Re: supporting DEVICE_REMOVAL on RPC-over-RDMA transports

Chuck Lever <chuck.lever@xxxxxxxxxx> · Thu, 23 Feb 2017 09:54:13 -0500

> On Feb 22, 2017, at 10:25 PM, Trond Myklebust <trondmy@xxxxxxxxxxxxxxx> wrote:
> 
> On Wed, 2017-02-22 at 16:31 -0500, Chuck Lever wrote:
>> Hey Trond-
>> 
>> To support the ability to unload the underlying RDMA device's kernel
>> driver while NFS mounts are active, xprtrdma needs the ability to
>> suspend RPC sends temporarily while the transport hands HW resources
>> back to the driver. Once the device driver is unloaded, the RDMA
>> transport is left disconnected, and RPCs will be suspended normally
>> until a connection is possible again (eg, a new device is made
>> available).
>> 
>> A DEVICE_REMOVAL event is an upcall to xprtrdma that may sleep. Upon
>> its return, the device driver unloads itself. Currently my prototype
>> frees all HW resources during the upcall, but that doesn't block
>> new RPCs from trying to use those resources at the same time.
>> 
>> Seems like the most natural way to temporarily block sends would be
>> to grab the transport's write lock, just like "connect" does, while
>> the transport is dealing with DEVICE_REMOVAL, then release it once
>> all HW resources have been freed.
>> 
>> Unfortunately an RPC task is needed to acquire the write lock. But
>> disconnect is just an asynchronous event, there is no RPC task
>> associated with it, and thus no context that the RPC scheduler
>> can put to sleep if there happens to be another RPC sending at the
>> moment a device removal event occurs.
>> 
>> I was looking at xprt_lock_connect, but that doesn't appear to do
>> quite what I need.
>> 
>> Another thought was to have the DEVICE_REMOVAL upcall mark the
>> transport disconnected, send an asynchronous NULL RPC, then wait
>> on a kernel waitqueue.
>> 
>> The NULL RPC would grab the write lock and kick the transport's
>> connect worker. The connect worker would free HW resources, then
>> awaken the waiter. Then the upcall could return to the driver.
>> 
>> The problem with this scheme is the same as it was for the
>> keepalive work: there's no task or rpc_clnt available to the
>> DEVICE_REMOVAL upcall. Sleeping until the write lock is available
>> would require a task, and sending a NULL RPC would require an
>> rpc_clnt.
>> 
>> Any advice/thoughts about this?
>> 
> 
> Can you perhaps use XPRT_FORCE_DISCONNECT? That does end up calling the
> xprt->ops->close() callback as soon as the XPRT_LOCK state has been
> freed. You still won't have a client, but you will be guaranteed
> exclusive access to the transport, and you can do things like waking up
> any sleeping tasks on the transmit and receive queue to help you.
> However you also have to deal with the case where the transport was
> idle to start with.

The case where the transport is idle is indeed the most bothersome.
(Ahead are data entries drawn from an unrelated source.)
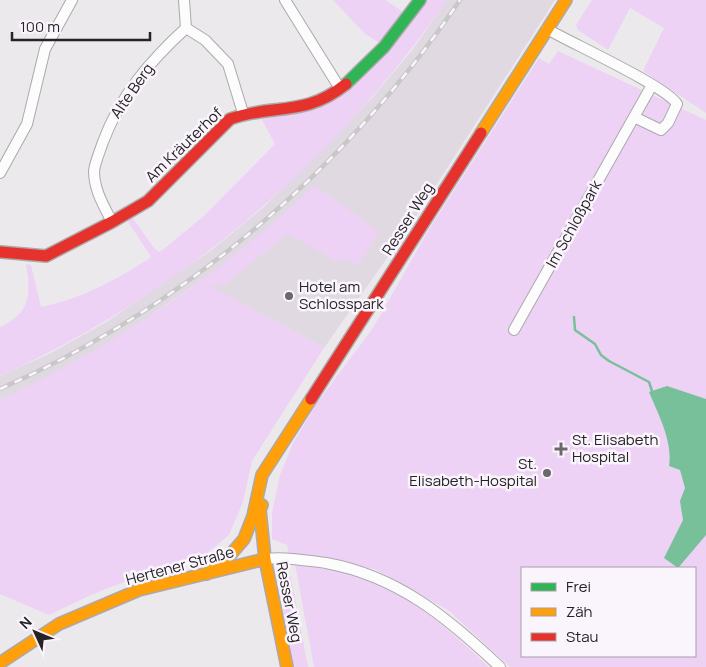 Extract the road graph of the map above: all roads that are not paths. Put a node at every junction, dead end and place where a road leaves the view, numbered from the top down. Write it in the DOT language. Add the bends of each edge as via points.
graph roads {
  1 [pos="72,0"];
  2 [pos="184,0"];
  3 [pos="285,0"];
  4 [pos="420,0"];
  5 [pos="566,0"];
  6 [pos="186,28"];
  7 [pos="547,29"];
  8 [pos="652,85"];
  9 [pos="339,87"];
  10 [pos="243,113"];
  11 [pos="634,117"];
  12 [pos="0,173"];
  13 [pos="112,222"];
  14 [pos="0,253"];
  15 [pos="514,330"];
  16 [pos="276,455"];
  17 [pos="265,559"];
  18 [pos="207,574"];
  19 [pos="0,663"];
  20 [pos="287,667"];
  21 [pos="500,667"];
  1 -- 12 [label="street" via="45,49 26,124"];
  2 -- 6 [label="street"];
  3 -- 9 [label="street"];
  4 -- 9 [label="main road, Am Kräuterhof" via="363,71"];
  5 -- 7 [label="main road, Resser Weg"];
  6 -- 10 [label="street" via="205,40 228,64"];
  6 -- 13 [label="street, Alte Berg" via="148,66 112,118 94,170 98,194"];
  7 -- 8 [label="street"];
  7 -- 16 [label="main road, Resser Weg"];
  8 -- 11 [label="street, Im Schloßpark"];
  8 -- 11 [label="street" via="675,100 674,114 661,130"];
  9 -- 10 [label="main road, Am Kräuterhof" via="305,106"];
  10 -- 13 [label="main road, Am Kräuterhof" via="230,119 148,201"];
  11 -- 15 [label="street, Im Schloßpark"];
  13 -- 14 [label="main road, Am Kräuterhof" via="46,256"];
  16 -- 17 [label="main road, Resser Weg" via="260,510"];
  16 -- 18 [label="main road, Resser Weg" via="262,475 253,518 244,539"];
  17 -- 18 [label="main road, Hertener Straße"];
  17 -- 20 [label="main road, Resser Weg"];
  17 -- 21 [label="street" via="290,557 338,566 381,579 443,616"];
  18 -- 19 [label="main road, Hertener Straße" via="139,590 59,624"];
}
I hadn't realized that ->close guaranteed exclusive access to
the transport. If ->close guarantees access to the transport, then
I don't need an RPC task or the NULL RPC because we don't ever have
to wait for write access.

The hardware resources can be torn down immediately in
xprt_rdma_close.

> The big problem that you have here is ultimately that the low level
> control channel for the transport appears to want to use the RPC upper
> layer functionality for its communication mechanism. AFAICS you will
> keep hitting issues as the control channel needs to circumvent all the
> queueing etc that these upper layers are designed to enforce.
> Given that these messages you're sending are just null pings with no
> payload and no special authentication needs or anything else, might it
> make sense to just generate them in the RDMA layer itself?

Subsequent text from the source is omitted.